### The task
Only the pictures are to be left out; please reproduce everything else in the data exactly.

● ● ● ●

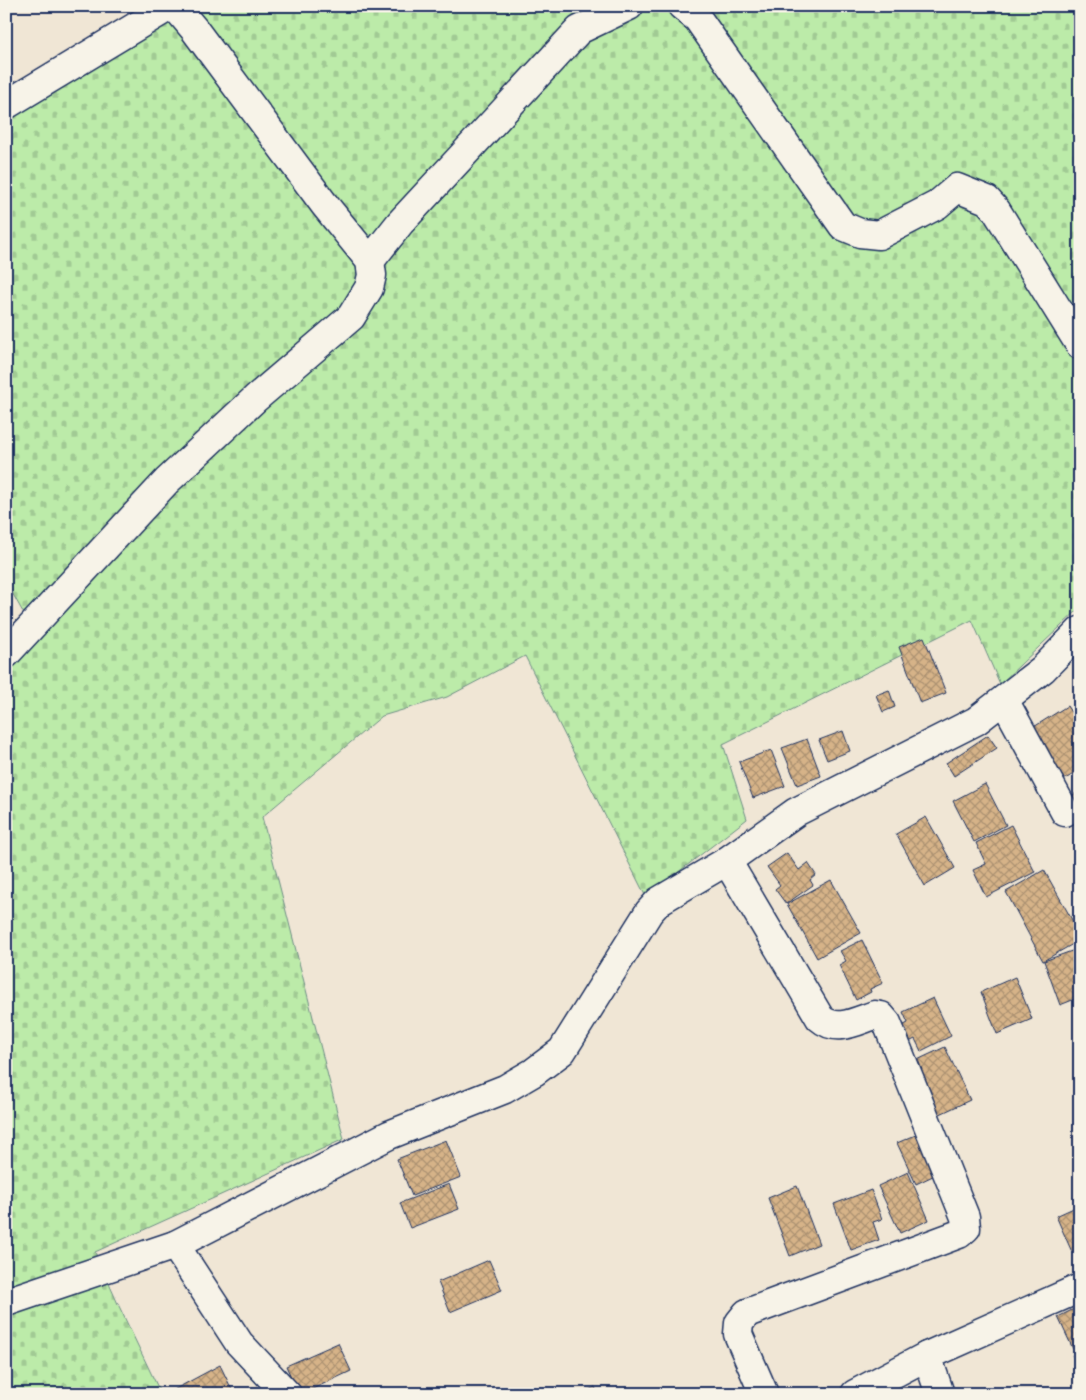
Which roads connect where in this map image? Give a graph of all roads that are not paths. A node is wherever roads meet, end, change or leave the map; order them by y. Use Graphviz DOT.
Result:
graph roads {
  1 [pos="629,6"];
  2 [pos="682,6"];
  3 [pos="6,105"];
  4 [pos="370,261"];
  5 [pos="1080,345"];
  6 [pos="1080,631"];
  7 [pos="6,654"];
  8 [pos="1004,700"];
  9 [pos="1065,812"];
  10 [pos="727,861"];
  11 [pos="175,1245"];
  12 [pos="1080,1288"];
  13 [pos="6,1302"];
  14 [pos="927,1356"];
  15 [pos="287,1394"];
  16 [pos="764,1394"];
  17 [pos="855,1394"];
  18 [pos="940,1394"];
  1 -- 4 [label="street"];
  2 -- 5 [label="street"];
  3 -- 4 [label="street"];
  4 -- 7 [label="street"];
  6 -- 8 [label="street"];
  8 -- 9 [label="street"];
  8 -- 10 [label="street"];
  10 -- 11 [label="street"];
  10 -- 16 [label="street"];
  11 -- 13 [label="street"];
  11 -- 15 [label="street"];
  12 -- 14 [label="street"];
  14 -- 17 [label="street"];
  14 -- 18 [label="street"];
}
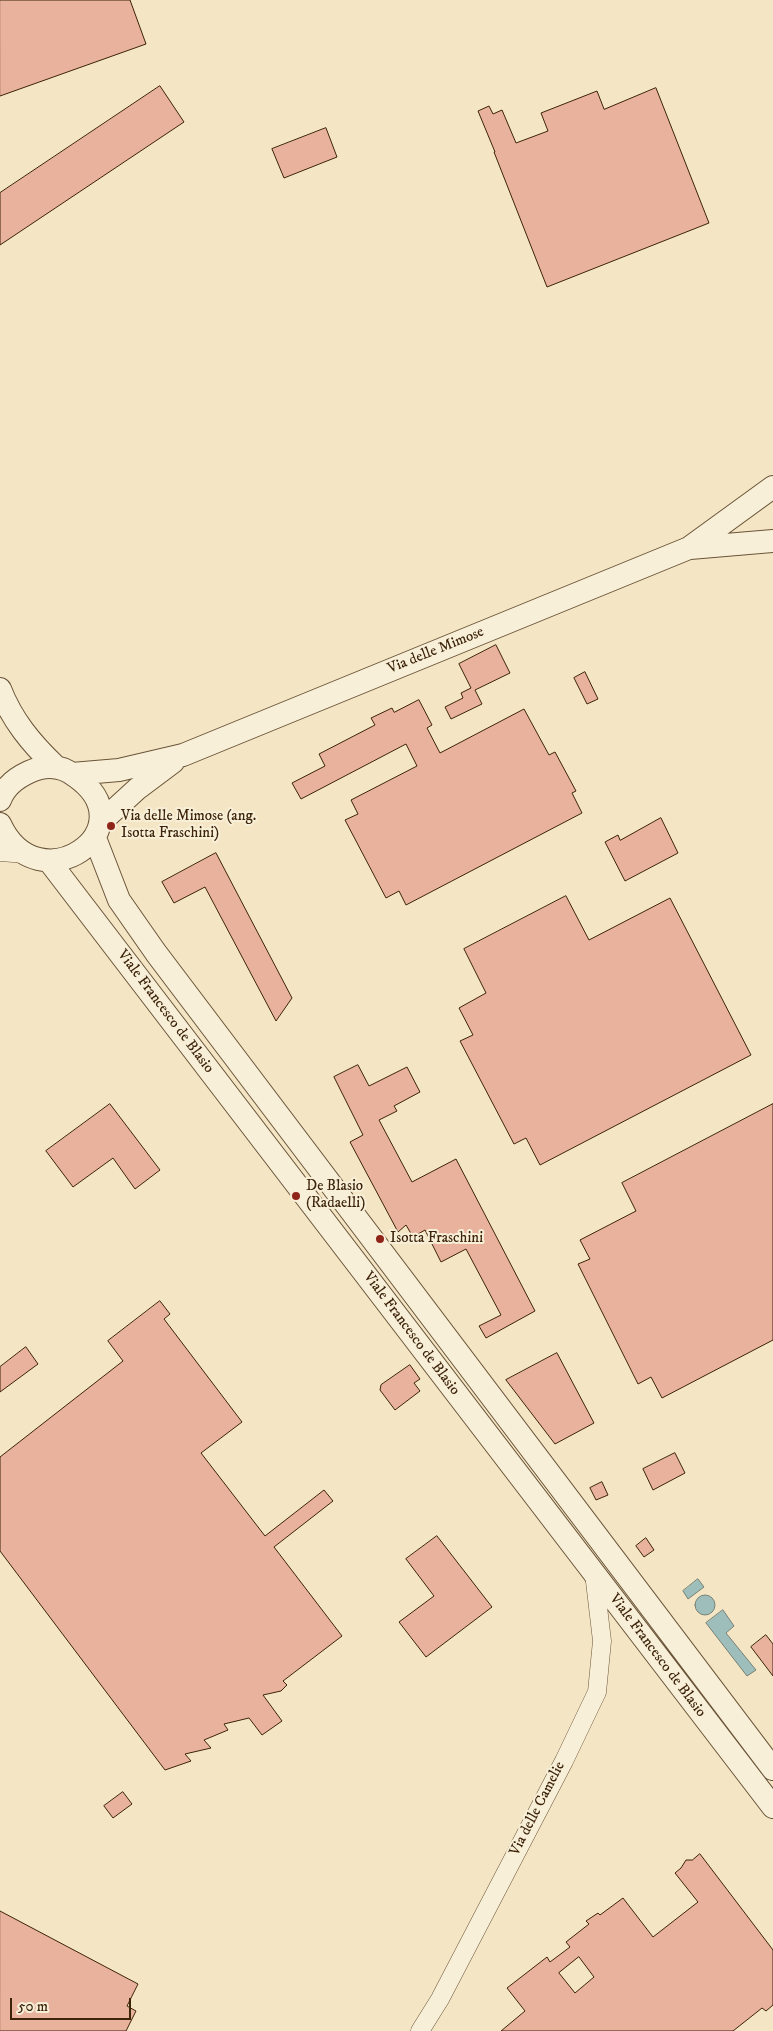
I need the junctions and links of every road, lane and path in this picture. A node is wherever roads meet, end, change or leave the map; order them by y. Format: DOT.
graph roads {
  1 [pos="773,487"];
  2 [pos="773,540"];
  3 [pos="689,548"];
  4 [pos="0,689"];
  5 [pos="184,755"];
  6 [pos="63,770"];
  7 [pos="1,793"];
  8 [pos="0,824"];
  9 [pos="98,830"];
  10 [pos="0,852"];
  11 [pos="26,854"];
  12 [pos="49,861"];
  13 [pos="594,1573"];
  14 [pos="773,1769"];
  15 [pos="773,1807"];
  16 [pos="420,2031"];
  1 -- 3 [label="street, Via delle Mimose"];
  2 -- 3 [label="street, Via delle Mimose"];
  3 -- 5 [label="street, Via delle Mimose"];
  4 -- 6 [label="street, Viale Francesco de Blasio"];
  5 -- 6 [label="street, Via delle Mimose"];
  5 -- 9 [label="street, Via delle Mimose"];
  6 -- 7 [label="street, Via delle Mimose"];
  6 -- 9 [label="street, Viale Francesco de Blasio"];
  8 -- 11 [label="street"];
  9 -- 12 [label="street, Via delle Mimose"];
  9 -- 14 [label="street, Viale Francesco de Blasio"];
  10 -- 11 [label="street"];
  11 -- 12 [label="street"];
  12 -- 13 [label="street, Viale Francesco de Blasio"];
  13 -- 15 [label="street, Viale Francesco de Blasio"];
  13 -- 16 [label="street, Via delle Camelie"];
}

● ● ● ●

### Response to this task
Which roads connect where in this map image? Give a graph of all roads that are not paths. A node is wherever roads meet, end, change or leave the map; order them by y. Use Graphviz DOT.
Result:
graph roads {
  1 [pos="629,6"];
  2 [pos="682,6"];
  3 [pos="6,105"];
  4 [pos="370,261"];
  5 [pos="1080,345"];
  6 [pos="1080,631"];
  7 [pos="6,654"];
  8 [pos="1004,700"];
  9 [pos="1065,812"];
  10 [pos="727,861"];
  11 [pos="175,1245"];
  12 [pos="1080,1288"];
  13 [pos="6,1302"];
  14 [pos="927,1356"];
  15 [pos="287,1394"];
  16 [pos="764,1394"];
  17 [pos="855,1394"];
  18 [pos="940,1394"];
  1 -- 4 [label="street"];
  2 -- 5 [label="street"];
  3 -- 4 [label="street"];
  4 -- 7 [label="street"];
  6 -- 8 [label="street"];
  8 -- 9 [label="street"];
  8 -- 10 [label="street"];
  10 -- 11 [label="street"];
  10 -- 16 [label="street"];
  11 -- 13 [label="street"];
  11 -- 15 [label="street"];
  12 -- 14 [label="street"];
  14 -- 17 [label="street"];
  14 -- 18 [label="street"];
}
I need the junctions and links of every road, lane and path in this picture. A node is wherever roads meet, end, change or leave the map; order them by y. Format: DOT.
graph roads {
  1 [pos="773,487"];
  2 [pos="773,540"];
  3 [pos="689,548"];
  4 [pos="0,689"];
  5 [pos="184,755"];
  6 [pos="63,770"];
  7 [pos="1,793"];
  8 [pos="0,824"];
  9 [pos="98,830"];
  10 [pos="0,852"];
  11 [pos="26,854"];
  12 [pos="49,861"];
  13 [pos="594,1573"];
  14 [pos="773,1769"];
  15 [pos="773,1807"];
  16 [pos="420,2031"];
  1 -- 3 [label="street, Via delle Mimose"];
  2 -- 3 [label="street, Via delle Mimose"];
  3 -- 5 [label="street, Via delle Mimose"];
  4 -- 6 [label="street, Viale Francesco de Blasio"];
  5 -- 6 [label="street, Via delle Mimose"];
  5 -- 9 [label="street, Via delle Mimose"];
  6 -- 7 [label="street, Via delle Mimose"];
  6 -- 9 [label="street, Viale Francesco de Blasio"];
  8 -- 11 [label="street"];
  9 -- 12 [label="street, Via delle Mimose"];
  9 -- 14 [label="street, Viale Francesco de Blasio"];
  10 -- 11 [label="street"];
  11 -- 12 [label="street"];
  12 -- 13 [label="street, Viale Francesco de Blasio"];
  13 -- 15 [label="street, Viale Francesco de Blasio"];
  13 -- 16 [label="street, Via delle Camelie"];
}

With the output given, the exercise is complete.